[[ AVAILABLE DATA open ]]
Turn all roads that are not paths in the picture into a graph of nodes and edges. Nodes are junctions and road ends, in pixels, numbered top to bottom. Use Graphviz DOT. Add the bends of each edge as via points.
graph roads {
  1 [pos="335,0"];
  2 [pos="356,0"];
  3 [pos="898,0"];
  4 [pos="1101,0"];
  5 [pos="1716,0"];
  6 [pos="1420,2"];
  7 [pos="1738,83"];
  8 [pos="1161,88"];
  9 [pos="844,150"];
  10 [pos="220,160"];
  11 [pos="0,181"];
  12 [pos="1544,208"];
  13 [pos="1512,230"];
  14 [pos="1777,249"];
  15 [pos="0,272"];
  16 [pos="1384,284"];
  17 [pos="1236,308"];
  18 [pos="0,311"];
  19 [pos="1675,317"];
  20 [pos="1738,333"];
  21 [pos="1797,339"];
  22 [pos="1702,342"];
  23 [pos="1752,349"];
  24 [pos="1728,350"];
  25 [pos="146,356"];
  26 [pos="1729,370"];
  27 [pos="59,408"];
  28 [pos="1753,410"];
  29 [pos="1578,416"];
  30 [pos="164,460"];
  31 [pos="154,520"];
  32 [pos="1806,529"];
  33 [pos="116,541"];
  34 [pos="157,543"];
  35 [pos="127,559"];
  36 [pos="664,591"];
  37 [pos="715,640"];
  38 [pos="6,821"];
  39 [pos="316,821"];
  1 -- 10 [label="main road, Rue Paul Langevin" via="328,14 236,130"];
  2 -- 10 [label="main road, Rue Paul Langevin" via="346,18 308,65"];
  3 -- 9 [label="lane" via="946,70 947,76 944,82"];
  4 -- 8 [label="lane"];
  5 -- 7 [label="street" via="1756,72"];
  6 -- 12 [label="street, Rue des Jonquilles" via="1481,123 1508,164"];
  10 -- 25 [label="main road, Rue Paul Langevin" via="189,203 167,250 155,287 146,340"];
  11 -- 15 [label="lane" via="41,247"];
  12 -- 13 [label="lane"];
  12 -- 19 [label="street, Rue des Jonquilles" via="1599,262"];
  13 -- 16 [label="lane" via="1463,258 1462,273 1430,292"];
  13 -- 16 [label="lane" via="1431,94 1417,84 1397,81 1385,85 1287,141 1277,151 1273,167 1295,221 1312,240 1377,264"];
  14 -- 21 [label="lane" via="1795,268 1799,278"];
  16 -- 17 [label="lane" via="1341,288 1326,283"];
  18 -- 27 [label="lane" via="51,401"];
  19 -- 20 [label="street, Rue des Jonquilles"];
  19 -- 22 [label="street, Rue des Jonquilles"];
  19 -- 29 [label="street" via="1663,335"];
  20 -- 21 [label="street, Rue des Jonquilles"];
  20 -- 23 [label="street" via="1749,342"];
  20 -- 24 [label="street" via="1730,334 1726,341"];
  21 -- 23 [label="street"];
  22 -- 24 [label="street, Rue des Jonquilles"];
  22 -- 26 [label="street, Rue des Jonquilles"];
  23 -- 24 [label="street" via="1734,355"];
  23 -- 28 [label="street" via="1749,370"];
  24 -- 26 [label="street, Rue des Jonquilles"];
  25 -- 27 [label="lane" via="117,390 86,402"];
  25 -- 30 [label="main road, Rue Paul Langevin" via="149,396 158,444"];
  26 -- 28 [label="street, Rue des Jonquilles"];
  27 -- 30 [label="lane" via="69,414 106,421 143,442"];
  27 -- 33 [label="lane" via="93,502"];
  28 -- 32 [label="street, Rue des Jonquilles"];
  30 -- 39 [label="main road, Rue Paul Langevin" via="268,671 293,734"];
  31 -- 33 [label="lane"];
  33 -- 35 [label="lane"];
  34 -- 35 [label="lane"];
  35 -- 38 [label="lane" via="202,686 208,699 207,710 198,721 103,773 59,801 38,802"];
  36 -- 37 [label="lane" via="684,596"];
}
[[ AVAILABLE DATA closed ]]
■ WHAT YOU HAVE TO DO ■
The entries above, copied exactly, form the whole answer.

■ YOUR RESPONSE ■
Turn all roads that are not paths in the picture into a graph of nodes and edges. Nodes are junctions and road ends, in pixels, numbered top to bottom. Use Graphviz DOT. Add the bends of each edge as via points.
graph roads {
  1 [pos="335,0"];
  2 [pos="356,0"];
  3 [pos="898,0"];
  4 [pos="1101,0"];
  5 [pos="1716,0"];
  6 [pos="1420,2"];
  7 [pos="1738,83"];
  8 [pos="1161,88"];
  9 [pos="844,150"];
  10 [pos="220,160"];
  11 [pos="0,181"];
  12 [pos="1544,208"];
  13 [pos="1512,230"];
  14 [pos="1777,249"];
  15 [pos="0,272"];
  16 [pos="1384,284"];
  17 [pos="1236,308"];
  18 [pos="0,311"];
  19 [pos="1675,317"];
  20 [pos="1738,333"];
  21 [pos="1797,339"];
  22 [pos="1702,342"];
  23 [pos="1752,349"];
  24 [pos="1728,350"];
  25 [pos="146,356"];
  26 [pos="1729,370"];
  27 [pos="59,408"];
  28 [pos="1753,410"];
  29 [pos="1578,416"];
  30 [pos="164,460"];
  31 [pos="154,520"];
  32 [pos="1806,529"];
  33 [pos="116,541"];
  34 [pos="157,543"];
  35 [pos="127,559"];
  36 [pos="664,591"];
  37 [pos="715,640"];
  38 [pos="6,821"];
  39 [pos="316,821"];
  1 -- 10 [label="main road, Rue Paul Langevin" via="328,14 236,130"];
  2 -- 10 [label="main road, Rue Paul Langevin" via="346,18 308,65"];
  3 -- 9 [label="lane" via="946,70 947,76 944,82"];
  4 -- 8 [label="lane"];
  5 -- 7 [label="street" via="1756,72"];
  6 -- 12 [label="street, Rue des Jonquilles" via="1481,123 1508,164"];
  10 -- 25 [label="main road, Rue Paul Langevin" via="189,203 167,250 155,287 146,340"];
  11 -- 15 [label="lane" via="41,247"];
  12 -- 13 [label="lane"];
  12 -- 19 [label="street, Rue des Jonquilles" via="1599,262"];
  13 -- 16 [label="lane" via="1463,258 1462,273 1430,292"];
  13 -- 16 [label="lane" via="1431,94 1417,84 1397,81 1385,85 1287,141 1277,151 1273,167 1295,221 1312,240 1377,264"];
  14 -- 21 [label="lane" via="1795,268 1799,278"];
  16 -- 17 [label="lane" via="1341,288 1326,283"];
  18 -- 27 [label="lane" via="51,401"];
  19 -- 20 [label="street, Rue des Jonquilles"];
  19 -- 22 [label="street, Rue des Jonquilles"];
  19 -- 29 [label="street" via="1663,335"];
  20 -- 21 [label="street, Rue des Jonquilles"];
  20 -- 23 [label="street" via="1749,342"];
  20 -- 24 [label="street" via="1730,334 1726,341"];
  21 -- 23 [label="street"];
  22 -- 24 [label="street, Rue des Jonquilles"];
  22 -- 26 [label="street, Rue des Jonquilles"];
  23 -- 24 [label="street" via="1734,355"];
  23 -- 28 [label="street" via="1749,370"];
  24 -- 26 [label="street, Rue des Jonquilles"];
  25 -- 27 [label="lane" via="117,390 86,402"];
  25 -- 30 [label="main road, Rue Paul Langevin" via="149,396 158,444"];
  26 -- 28 [label="street, Rue des Jonquilles"];
  27 -- 30 [label="lane" via="69,414 106,421 143,442"];
  27 -- 33 [label="lane" via="93,502"];
  28 -- 32 [label="street, Rue des Jonquilles"];
  30 -- 39 [label="main road, Rue Paul Langevin" via="268,671 293,734"];
  31 -- 33 [label="lane"];
  33 -- 35 [label="lane"];
  34 -- 35 [label="lane"];
  35 -- 38 [label="lane" via="202,686 208,699 207,710 198,721 103,773 59,801 38,802"];
  36 -- 37 [label="lane" via="684,596"];
}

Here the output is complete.